A lot of online material shows ML but neglects engineering, or shows engineering but neglects ML.
In other words, a sophisticated model might be trained but we don't see how to deploy it, or else a new engineering setup might be shown but only on a toy model or data.
In either case, essential elements like data preparation and model tuning are often neglected as well. This leaves the user who wants to do real things short of working examples.
Because Gradient spans data science experimentation and production (Notebooks and Workflows), and is designed to be used for data science on real end-to-end problems, we wanted to show both of these areas, and not skip them, while at the same time avoiding the series becoming too long.
Data science in the enterprise is still very much an evolving field.
Best practices are changing constantly. Data scientists sometimes have poorer software engineering skills than software engineers, and software engineers may be productionalizing models that contain analyses that they do not fully understand. This is exemplified by the difference between data scientists working in notebooks and engineers trying to translate that into a production deployment.
What is true is that data science is fundamentally iterative and that tools like Gradient can help data scientists and ML engineers iterate in a shared environment which is a valuable condition to accomplishing shared goals.
TensorFlow 2 (TF2) is much easier to use than TensorFlow 1. A lot of online material, like tutorials, blogs, Stack Overflow, is still version 1, or doesn't differentiate. This is true of much of Gradient's material too, since it has been around longer than TF2. So we considered it important here to start showing substantive examples of TF2 and how it can be used on Gradient.

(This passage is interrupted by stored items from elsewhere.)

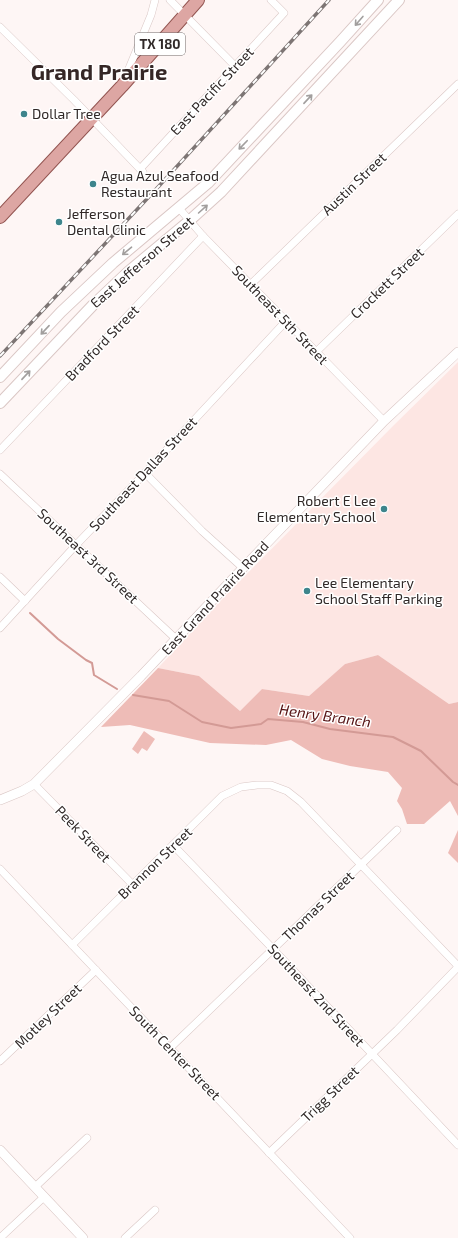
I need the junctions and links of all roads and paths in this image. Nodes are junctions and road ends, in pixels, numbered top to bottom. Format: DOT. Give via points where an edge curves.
graph roads {
  1 [pos="155,0"];
  2 [pos="170,0"];
  3 [pos="198,0"];
  4 [pos="271,0"];
  5 [pos="378,0"];
  6 [pos="399,0"];
  7 [pos="185,15"];
  8 [pos="0,27"];
  9 [pos="235,66"];
  10 [pos="458,84"];
  11 [pos="122,86"];
  12 [pos="270,117"];
  13 [pos="92,118"];
  14 [pos="282,128"];
  15 [pos="178,207"];
  16 [pos="458,214"];
  17 [pos="0,217"];
  18 [pos="189,221"];
  19 [pos="203,236"];
  20 [pos="250,285"];
  21 [pos="72,302"];
  22 [pos="82,316"];
  23 [pos="286,321"];
  24 [pos="28,348"];
  25 [pos="316,352"];
  26 [pos="458,352"];
  27 [pos="40,360"];
  28 [pos="0,377"];
  29 [pos="0,403"];
  30 [pos="384,421"];
  31 [pos="0,450"];
  32 [pos="145,473"];
  33 [pos="0,474"];
  34 [pos="76,545"];
  35 [pos="243,568"];
  36 [pos="0,576"];
  37 [pos="25,601"];
  38 [pos="0,628"];
  39 [pos="176,639"];
  40 [pos="34,784"];
  41 [pos="0,800"];
  42 [pos="397,830"];
  43 [pos="173,846"];
  44 [pos="361,865"];
  45 [pos="0,869"];
  46 [pos="133,885"];
  47 [pos="72,945"];
  48 [pos="273,949"];
  49 [pos="458,967"];
  50 [pos="96,970"];
  51 [pos="170,1048"];
  52 [pos="372,1054"];
  53 [pos="0,1061"];
  54 [pos="86,1138"];
  55 [pos="458,1145"];
  56 [pos="0,1150"];
  57 [pos="269,1153"];
  58 [pos="35,1187"];
  59 [pos="44,1197"];
  60 [pos="155,1210"];
  61 [pos="0,1238"];
  62 [pos="84,1238"];
  63 [pos="126,1238"];
  64 [pos="350,1238"];
  1 -- 11 [label="street"];
  2 -- 7 [label="street"];
  3 -- 7 [label="main road, TX 180"];
  4 -- 9 [label="street, East Pacific Street" via="284,13"];
  5 -- 12 [label="main road, East Jefferson Street, one-way"];
  14 -- 6 [label="main road, East Jefferson Street, one-way"];
  7 -- 9 [label="street"];
  7 -- 11 [label="main road, TX 180"];
  8 -- 13 [label="street"];
  9 -- 13 [label="street, East Pacific Street" via="142,170"];
  10 -- 20 [label="street, Austin Street"];
  11 -- 13 [label="main road, TX 180"];
  12 -- 14 [label="main road"];
  12 -- 15 [label="main road, East Jefferson Street, one-way" via="208,183"];
  13 -- 17 [label="main road, TX 180"];
  18 -- 14 [label="main road, East Jefferson Street, one-way" via="221,192"];
  15 -- 18 [label="street, Southeast 5th Street"];
  15 -- 21 [label="main road, East Jefferson Street, one-way"];
  16 -- 25 [label="street, Crockett Street"];
  18 -- 19 [label="street, Southeast 5th Street"];
  18 -- 22 [label="main road, East Jefferson Street" via="129,271"];
  19 -- 20 [label="street, Southeast 5th Street"];
  19 -- 31 [label="street, Bradford Street"];
  20 -- 23 [label="street, Southeast 5th Street"];
  21 -- 22 [label="main road"];
  21 -- 24 [label="main road, East Jefferson Street, one-way"];
  22 -- 27 [label="main road, East Jefferson Street"];
  23 -- 25 [label="street, Southeast 5th Street"];
  23 -- 32 [label="street, Southeast Dallas Street"];
  24 -- 27 [label="main road"];
  24 -- 28 [label="main road, East Jefferson Street"];
  25 -- 30 [label="street, Southeast 5th Street"];
  26 -- 30 [label="street, East Grand Prairie Road"];
  29 -- 27 [label="main road, East Jefferson Street, one-way"];
  30 -- 35 [label="street, East Grand Prairie Road"];
  32 -- 34 [label="street, Southeast Dallas Street"];
  32 -- 35 [label="street"];
  33 -- 34 [label="street, Southeast 3rd Street"];
  34 -- 37 [label="street, Southeast Dallas Street"];
  34 -- 39 [label="street, Southeast 3rd Street"];
  35 -- 39 [label="street, East Grand Prairie Road"];
  36 -- 37 [label="street"];
  37 -- 38 [label="street, Southeast Dallas Street"];
  39 -- 40 [label="street, East Grand Prairie Road"];
  40 -- 41 [label="street, East Grand Prairie Road"];
  40 -- 46 [label="street, Peek Street"];
  42 -- 44 [label="street, Thomas Street"];
  43 -- 44 [label="street, Brannon Street" via="222,796 241,787 271,785 287,791 301,802"];
  43 -- 46 [label="street, Brannon Street"];
  43 -- 48 [label="street, Southeast 2nd Street"];
  44 -- 48 [label="street, Thomas Street"];
  44 -- 49 [label="street"];
  45 -- 47 [label="street, South Center Street"];
  46 -- 47 [label="street, Brannon Street"];
  47 -- 50 [label="street, South Center Street"];
  48 -- 51 [label="street, Thomas Street"];
  48 -- 52 [label="street, Southeast 2nd Street"];
  49 -- 52 [label="street, Trigg Street"];
  50 -- 51 [label="street, South Center Street"];
  50 -- 53 [label="street, Motley Street"];
  51 -- 57 [label="street, South Center Street"];
  52 -- 55 [label="street, Southeast 2nd Street"];
  52 -- 57 [label="street, Trigg Street"];
  54 -- 58 [label="street"];
  56 -- 58 [label="street"];
  57 -- 64 [label="street, South Center Street"];
  58 -- 59 [label="street"];
  59 -- 61 [label="street"];
  59 -- 62 [label="street"];
  60 -- 63 [label="street"];
}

TensorFlow Recommenders (TFRS) is an extension to TensorFlow that adds classes to make it easier to build state-of-the-art recommenders. At the time of writing, it was still quite new at version 0.4. But it looks impressive, and is well suited to the tasks we used it for here.
The subclassing API was good to show because real-world business problems often have some required custom component that the simpler higher-level sequential and functional ML interfaces like AutoML or no-code tools can't express. So by showing the subclassing API here it demonstrates how the Gradient setup can be used for fully general analyses that solve real problems.
Deploying models is not easy.
One example of this is that at the time of writing, the 8 TFRS tutorials did not show a working production deployment.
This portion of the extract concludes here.